Channel Islands to levy 'withholding tax'

tax       2003-06-11 
Savers with offshore bank accounts in the Channel Islands and the Isle of Man will have to pay a new tax on their interest - unless they reveal the contents of their holdings to officials in their own countries.
The change follows the decision yesterday by the islands to refuse the automatic exchange of information with European Union countries on non-residents' savings. The initiative is part of a drive by the EU to catch fraudsters and cheats.
Instead, the islands have opted to levy a "withholding tax", a concession the EU has given to Luxembourg, Austria and Belgium to preserve banking privacy.
Jersey and the Isle of Man announced their intention yesterday because the concession offered to the three EU member states had not created a level playing field and so threatened their competitive positions.
The tax rate for non-residents who do not agree to the exchange of information with their EU country of residence will be 15 per cent for the first three years, rising to 20 per cent for the subsequent three years and 35 per cent thereafter.
Three-quarters of the proceeds from the tax will go to the EU country where the saver is resident, the rest remaining with the British crown dependencies.
Guernsey adopted the same line last week, following agreement on the EU tax package reached by the EU finance council, Ecofin.

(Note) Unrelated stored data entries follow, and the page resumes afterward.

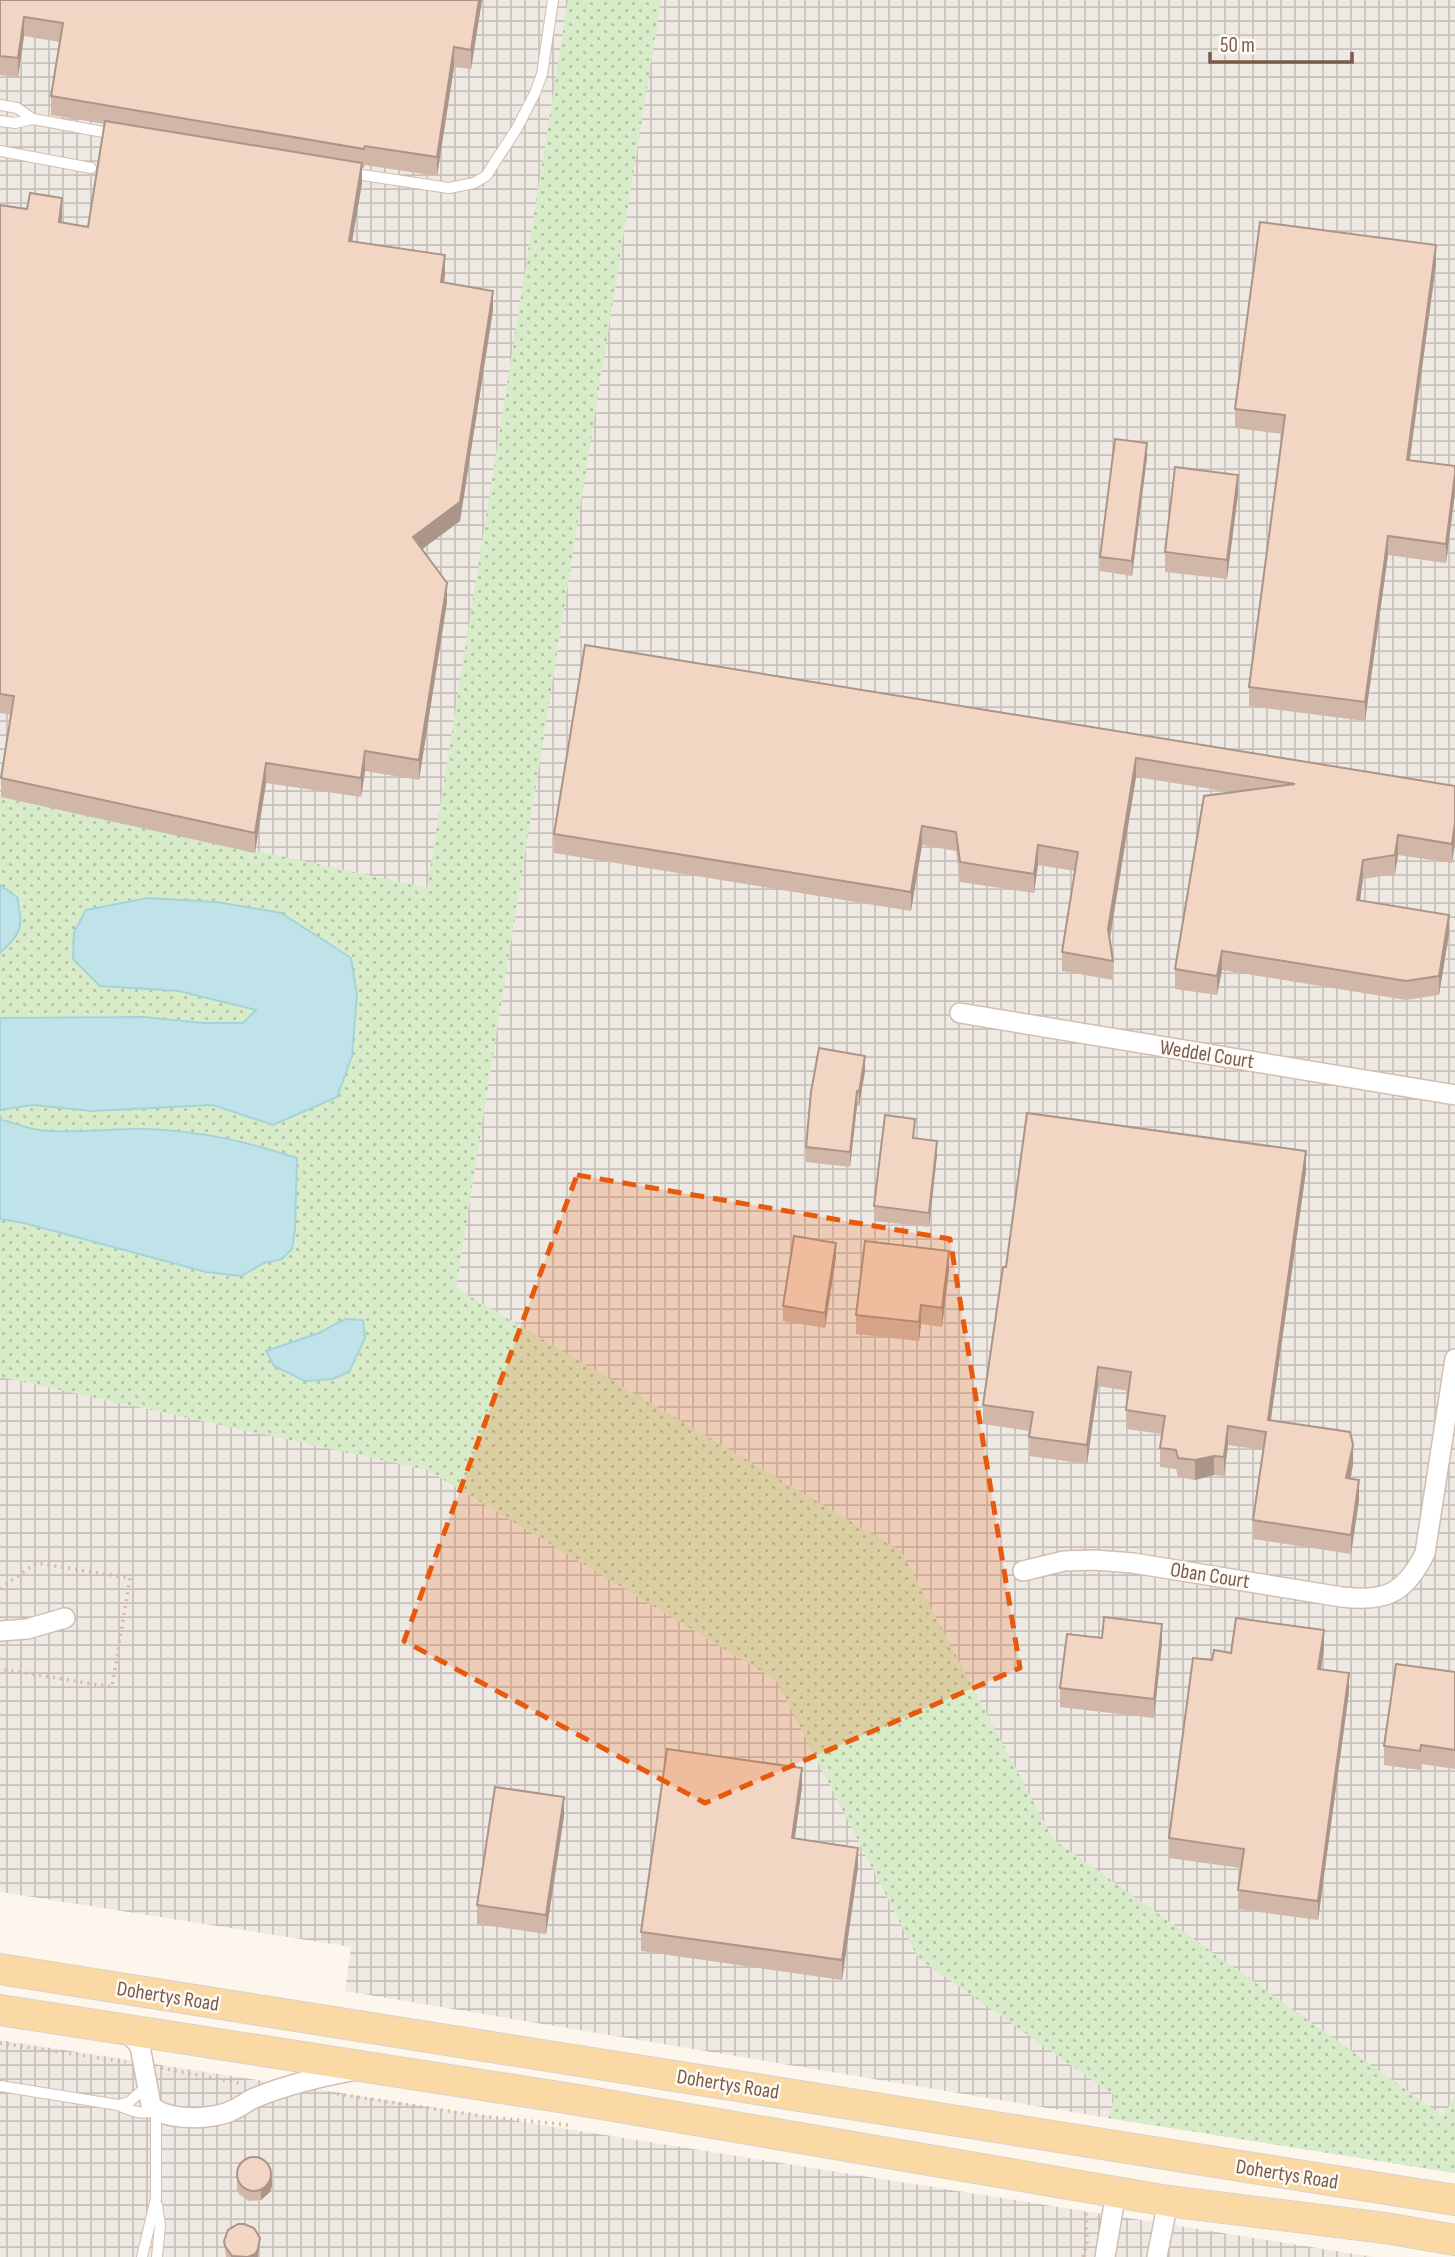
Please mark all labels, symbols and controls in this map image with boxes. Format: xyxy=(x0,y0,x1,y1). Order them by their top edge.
scale bar xyxy=(1210,21,1352,65)
text: 50 m xyxy=(1220,33,1255,58)
street label: Weddel Court xyxy=(1158,1035,1256,1074)
street label: Oban Court xyxy=(1169,1557,1251,1594)
street label: Dohertys Road xyxy=(115,1976,221,2017)
street label: Dohertys Road xyxy=(675,2064,781,2105)
street label: Dohertys Road xyxy=(1234,2154,1340,2195)

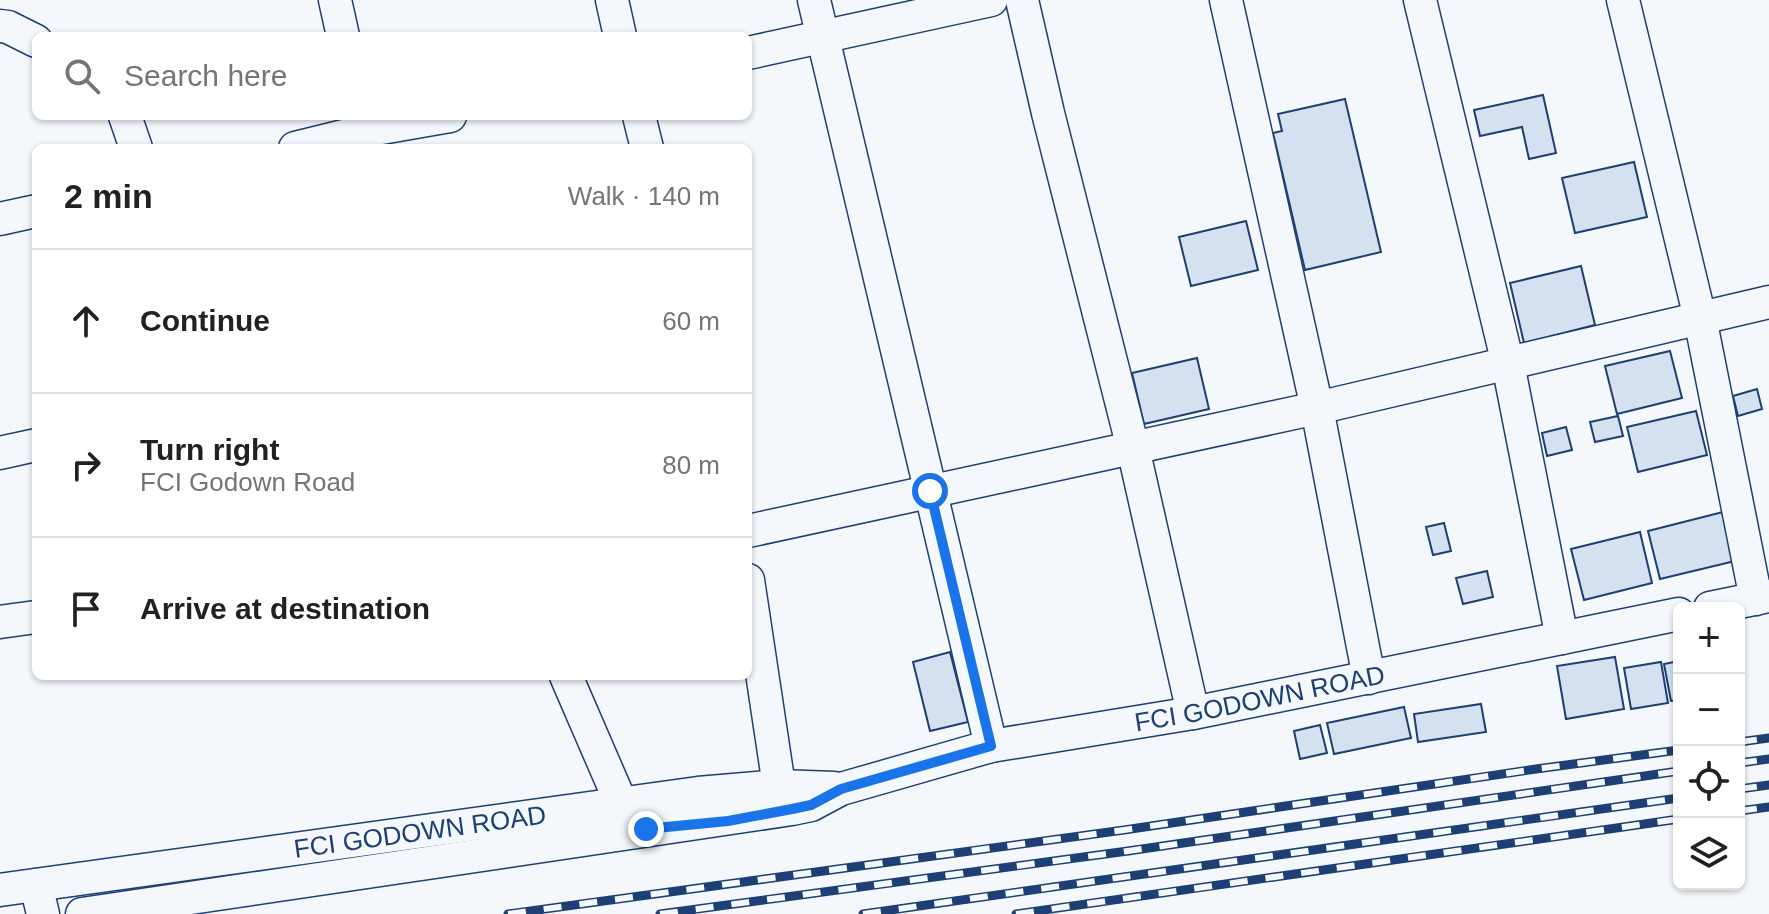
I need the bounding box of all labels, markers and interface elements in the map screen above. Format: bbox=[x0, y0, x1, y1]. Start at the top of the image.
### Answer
search box bbox=[32, 32, 752, 120]
icon: search bbox=[60, 54, 104, 98]
text: Search here bbox=[124, 59, 287, 92]
text: 2 min bbox=[64, 177, 153, 215]
text: Walk · 140 m bbox=[568, 181, 720, 211]
icon: ahead bbox=[64, 299, 108, 343]
text: Continue bbox=[140, 304, 270, 337]
text: 60 m bbox=[662, 306, 720, 336]
text: Turn right bbox=[140, 433, 279, 466]
icon: right bbox=[64, 443, 108, 487]
text: 80 m bbox=[662, 450, 720, 480]
text: FCI Godown Road bbox=[140, 467, 355, 497]
route start bbox=[912, 473, 948, 509]
icon: arrive bbox=[64, 587, 108, 631]
text: Arrive at destination bbox=[140, 592, 430, 625]
map controls bbox=[1673, 602, 1745, 890]
button: + bbox=[1673, 602, 1745, 674]
street label: FCI GODOWN ROAD bbox=[1132, 659, 1387, 737]
button: − bbox=[1673, 674, 1745, 746]
button: locate bbox=[1673, 746, 1745, 818]
street label: FCI GODOWN ROAD bbox=[292, 799, 548, 864]
route end bbox=[628, 811, 664, 847]
button: layers bbox=[1673, 818, 1745, 890]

Allan Bell, Manx treasury minister, said that with varying standards for exchange of information,it was premature for the Isle of Man to make a general commitment to automatic exchange of information. "However, we are not ruling out bilateral arrangements where there is a clear mutual economic benefit."
Frank Walker, president of Jersey's policy committee, said the island's approach to the EU tax package had won the respect of the financial community within the island and abroad. "The EU's acceptance of our proposed reforms will offer reassurance to our finance industry and its clients," he said.
The debate about rules on taxation of savings across Europe has raged for more than a decade, culminating in firm EU proposals two years ago.
The UK and Germany argued for an exchange of information to root out tax evasion and fraud. But Gordon Brown has opposed the idea of adopting a withholding tax for the UK.